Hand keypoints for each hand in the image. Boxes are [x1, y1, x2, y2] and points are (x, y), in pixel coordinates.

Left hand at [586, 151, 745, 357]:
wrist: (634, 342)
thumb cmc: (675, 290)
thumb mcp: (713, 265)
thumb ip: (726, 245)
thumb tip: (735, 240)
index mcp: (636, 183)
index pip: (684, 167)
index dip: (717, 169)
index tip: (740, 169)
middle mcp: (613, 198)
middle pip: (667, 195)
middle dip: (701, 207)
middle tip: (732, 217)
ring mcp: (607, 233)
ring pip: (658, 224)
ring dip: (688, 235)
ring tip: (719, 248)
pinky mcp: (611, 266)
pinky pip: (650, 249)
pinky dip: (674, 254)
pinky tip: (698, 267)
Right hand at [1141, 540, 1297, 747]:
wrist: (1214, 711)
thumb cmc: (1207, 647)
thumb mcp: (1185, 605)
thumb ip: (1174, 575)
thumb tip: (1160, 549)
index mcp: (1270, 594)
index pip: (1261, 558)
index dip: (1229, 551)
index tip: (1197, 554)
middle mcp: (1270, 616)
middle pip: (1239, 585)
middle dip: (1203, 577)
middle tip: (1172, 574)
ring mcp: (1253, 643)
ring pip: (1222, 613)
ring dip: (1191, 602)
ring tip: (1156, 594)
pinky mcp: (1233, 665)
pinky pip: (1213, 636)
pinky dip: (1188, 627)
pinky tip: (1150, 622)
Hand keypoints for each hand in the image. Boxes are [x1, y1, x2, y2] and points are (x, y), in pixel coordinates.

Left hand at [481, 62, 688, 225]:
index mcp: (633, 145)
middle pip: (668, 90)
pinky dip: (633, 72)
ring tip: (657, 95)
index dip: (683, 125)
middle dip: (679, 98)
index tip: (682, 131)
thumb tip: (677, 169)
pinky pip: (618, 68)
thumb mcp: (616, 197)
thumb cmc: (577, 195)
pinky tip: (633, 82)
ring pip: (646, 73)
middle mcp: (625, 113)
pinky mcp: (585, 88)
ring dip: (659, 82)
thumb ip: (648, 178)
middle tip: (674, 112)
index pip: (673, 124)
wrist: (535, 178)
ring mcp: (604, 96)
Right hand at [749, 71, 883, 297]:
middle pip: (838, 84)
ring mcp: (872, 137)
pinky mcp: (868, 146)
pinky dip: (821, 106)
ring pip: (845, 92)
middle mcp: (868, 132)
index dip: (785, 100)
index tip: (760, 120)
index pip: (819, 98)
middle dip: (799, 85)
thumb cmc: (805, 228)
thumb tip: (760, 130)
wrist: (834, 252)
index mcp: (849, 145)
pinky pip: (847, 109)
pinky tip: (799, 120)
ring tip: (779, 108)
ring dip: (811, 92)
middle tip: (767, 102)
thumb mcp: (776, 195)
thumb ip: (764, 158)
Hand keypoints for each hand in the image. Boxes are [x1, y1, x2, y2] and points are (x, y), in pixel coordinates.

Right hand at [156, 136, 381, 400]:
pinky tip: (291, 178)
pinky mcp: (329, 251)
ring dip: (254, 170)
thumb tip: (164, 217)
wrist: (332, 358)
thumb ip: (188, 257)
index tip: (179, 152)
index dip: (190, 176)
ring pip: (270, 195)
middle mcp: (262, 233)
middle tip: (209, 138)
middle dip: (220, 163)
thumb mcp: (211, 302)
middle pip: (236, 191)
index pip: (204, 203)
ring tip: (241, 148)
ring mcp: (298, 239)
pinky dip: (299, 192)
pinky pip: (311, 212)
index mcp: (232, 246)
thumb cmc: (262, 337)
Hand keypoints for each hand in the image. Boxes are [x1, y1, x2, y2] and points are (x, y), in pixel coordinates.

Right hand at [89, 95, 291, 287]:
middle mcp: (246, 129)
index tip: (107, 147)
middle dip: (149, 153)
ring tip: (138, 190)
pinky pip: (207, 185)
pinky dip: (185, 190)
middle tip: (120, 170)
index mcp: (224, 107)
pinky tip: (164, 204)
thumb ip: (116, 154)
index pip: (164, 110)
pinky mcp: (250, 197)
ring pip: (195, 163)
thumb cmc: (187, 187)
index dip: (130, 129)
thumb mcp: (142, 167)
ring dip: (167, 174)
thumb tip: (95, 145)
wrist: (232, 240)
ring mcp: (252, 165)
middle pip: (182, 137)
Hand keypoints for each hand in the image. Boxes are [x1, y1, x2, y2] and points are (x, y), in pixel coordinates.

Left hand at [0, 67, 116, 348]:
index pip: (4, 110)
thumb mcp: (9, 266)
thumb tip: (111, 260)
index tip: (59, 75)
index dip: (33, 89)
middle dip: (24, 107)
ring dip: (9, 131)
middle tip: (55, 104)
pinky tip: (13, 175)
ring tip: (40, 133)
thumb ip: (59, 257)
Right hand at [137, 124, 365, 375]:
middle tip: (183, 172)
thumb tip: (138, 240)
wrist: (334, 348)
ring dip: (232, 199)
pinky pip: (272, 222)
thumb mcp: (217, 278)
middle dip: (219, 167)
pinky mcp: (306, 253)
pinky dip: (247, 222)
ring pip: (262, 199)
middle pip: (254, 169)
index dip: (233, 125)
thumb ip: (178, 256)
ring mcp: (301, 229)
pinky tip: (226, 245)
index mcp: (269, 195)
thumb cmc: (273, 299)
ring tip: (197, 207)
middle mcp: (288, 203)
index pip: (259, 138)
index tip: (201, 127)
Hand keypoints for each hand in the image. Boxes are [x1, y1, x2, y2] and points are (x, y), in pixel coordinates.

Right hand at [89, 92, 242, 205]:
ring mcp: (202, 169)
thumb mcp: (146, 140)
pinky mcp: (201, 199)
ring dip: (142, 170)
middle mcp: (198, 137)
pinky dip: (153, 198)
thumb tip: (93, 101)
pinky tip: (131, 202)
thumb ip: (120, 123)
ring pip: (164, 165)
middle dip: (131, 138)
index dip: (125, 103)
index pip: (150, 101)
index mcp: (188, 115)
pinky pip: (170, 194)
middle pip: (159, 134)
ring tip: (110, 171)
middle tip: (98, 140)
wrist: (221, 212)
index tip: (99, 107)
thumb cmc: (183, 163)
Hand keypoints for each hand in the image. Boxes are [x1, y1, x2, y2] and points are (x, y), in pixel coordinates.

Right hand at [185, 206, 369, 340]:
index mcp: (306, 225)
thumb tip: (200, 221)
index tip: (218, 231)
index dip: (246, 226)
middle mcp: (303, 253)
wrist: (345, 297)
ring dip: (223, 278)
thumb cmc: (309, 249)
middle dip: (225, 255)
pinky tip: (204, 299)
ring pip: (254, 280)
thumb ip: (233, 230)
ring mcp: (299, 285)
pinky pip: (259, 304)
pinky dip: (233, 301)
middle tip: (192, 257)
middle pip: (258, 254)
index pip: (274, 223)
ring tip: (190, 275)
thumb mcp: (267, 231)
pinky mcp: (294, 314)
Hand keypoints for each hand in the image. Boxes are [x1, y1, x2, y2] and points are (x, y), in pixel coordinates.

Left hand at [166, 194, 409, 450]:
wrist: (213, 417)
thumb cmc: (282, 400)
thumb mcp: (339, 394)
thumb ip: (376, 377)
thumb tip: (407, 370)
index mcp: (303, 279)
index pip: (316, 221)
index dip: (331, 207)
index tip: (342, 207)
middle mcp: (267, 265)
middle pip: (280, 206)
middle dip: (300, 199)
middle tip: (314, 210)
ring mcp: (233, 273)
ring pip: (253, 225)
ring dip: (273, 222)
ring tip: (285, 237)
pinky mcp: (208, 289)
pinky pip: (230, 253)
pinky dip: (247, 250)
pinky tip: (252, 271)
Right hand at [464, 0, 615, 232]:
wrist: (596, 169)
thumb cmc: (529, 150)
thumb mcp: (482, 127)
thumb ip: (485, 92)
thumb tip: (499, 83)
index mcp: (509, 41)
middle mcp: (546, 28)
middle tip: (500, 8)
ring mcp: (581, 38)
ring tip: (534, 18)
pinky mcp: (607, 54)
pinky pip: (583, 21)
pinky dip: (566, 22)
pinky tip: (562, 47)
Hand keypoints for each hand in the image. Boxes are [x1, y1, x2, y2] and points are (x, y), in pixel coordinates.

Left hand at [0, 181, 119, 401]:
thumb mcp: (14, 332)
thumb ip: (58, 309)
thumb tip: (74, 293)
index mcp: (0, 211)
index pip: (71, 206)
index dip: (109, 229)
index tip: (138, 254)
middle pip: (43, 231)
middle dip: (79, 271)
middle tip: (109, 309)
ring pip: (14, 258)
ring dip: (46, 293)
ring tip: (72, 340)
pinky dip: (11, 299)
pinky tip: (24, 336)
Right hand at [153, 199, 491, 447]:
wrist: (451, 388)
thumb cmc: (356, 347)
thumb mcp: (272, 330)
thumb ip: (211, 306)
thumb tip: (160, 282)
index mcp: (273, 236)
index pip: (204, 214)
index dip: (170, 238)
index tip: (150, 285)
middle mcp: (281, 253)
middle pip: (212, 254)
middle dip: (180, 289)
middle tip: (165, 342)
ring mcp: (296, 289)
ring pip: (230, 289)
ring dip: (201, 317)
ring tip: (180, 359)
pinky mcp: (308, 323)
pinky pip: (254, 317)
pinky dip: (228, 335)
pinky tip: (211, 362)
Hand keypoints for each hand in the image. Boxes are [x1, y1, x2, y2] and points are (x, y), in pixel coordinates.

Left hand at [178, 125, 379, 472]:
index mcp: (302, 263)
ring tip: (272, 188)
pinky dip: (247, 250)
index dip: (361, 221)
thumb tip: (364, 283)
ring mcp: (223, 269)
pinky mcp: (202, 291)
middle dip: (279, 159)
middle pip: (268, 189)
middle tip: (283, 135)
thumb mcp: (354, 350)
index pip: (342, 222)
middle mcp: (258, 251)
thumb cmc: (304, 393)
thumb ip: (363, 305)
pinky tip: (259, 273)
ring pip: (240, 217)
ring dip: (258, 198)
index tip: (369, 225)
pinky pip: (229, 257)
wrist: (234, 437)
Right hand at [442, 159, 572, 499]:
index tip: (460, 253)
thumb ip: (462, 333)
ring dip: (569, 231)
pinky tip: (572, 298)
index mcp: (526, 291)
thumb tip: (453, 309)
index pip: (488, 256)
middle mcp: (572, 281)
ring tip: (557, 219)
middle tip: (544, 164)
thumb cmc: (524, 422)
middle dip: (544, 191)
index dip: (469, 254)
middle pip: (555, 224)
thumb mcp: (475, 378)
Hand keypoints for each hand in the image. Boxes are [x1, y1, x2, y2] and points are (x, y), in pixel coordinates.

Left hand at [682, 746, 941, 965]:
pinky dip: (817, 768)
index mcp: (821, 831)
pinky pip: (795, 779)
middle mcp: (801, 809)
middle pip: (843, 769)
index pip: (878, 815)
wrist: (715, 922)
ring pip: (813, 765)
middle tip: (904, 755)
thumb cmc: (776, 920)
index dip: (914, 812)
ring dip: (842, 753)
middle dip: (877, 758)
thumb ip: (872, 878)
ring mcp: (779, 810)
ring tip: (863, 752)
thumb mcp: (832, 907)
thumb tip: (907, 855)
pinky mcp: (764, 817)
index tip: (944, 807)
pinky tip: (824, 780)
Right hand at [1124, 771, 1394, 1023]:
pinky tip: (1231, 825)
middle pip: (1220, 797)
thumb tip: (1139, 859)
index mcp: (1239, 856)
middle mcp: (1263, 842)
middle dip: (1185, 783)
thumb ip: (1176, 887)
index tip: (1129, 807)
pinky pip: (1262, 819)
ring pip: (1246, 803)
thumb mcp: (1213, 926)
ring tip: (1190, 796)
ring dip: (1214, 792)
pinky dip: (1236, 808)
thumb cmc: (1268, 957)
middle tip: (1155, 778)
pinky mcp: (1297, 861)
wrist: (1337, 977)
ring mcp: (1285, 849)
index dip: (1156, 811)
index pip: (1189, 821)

******

• [PROBLEM DETAILS]: In the answer, the lines from the first line of the data above through the line containing "middle dip: (701, 207)" must appear exactly as written, with nothing else.

• [ANSWER FOR THIS EXERCISE]:
Hand keypoints for each hand in the image. Boxes are [x1, y1, x2, y2] and points are (x, y), in pixel coordinates.

Left hand at [586, 151, 745, 357]:
wrist: (634, 342)
thumb cmc: (675, 290)
thumb mcp: (713, 265)
thumb ip: (726, 245)
thumb tip: (735, 240)
index mcp: (636, 183)
index pip: (684, 167)
index dip: (717, 169)
index tip: (740, 169)
middle mcp: (613, 198)
middle pip: (667, 195)
middle dip: (701, 207)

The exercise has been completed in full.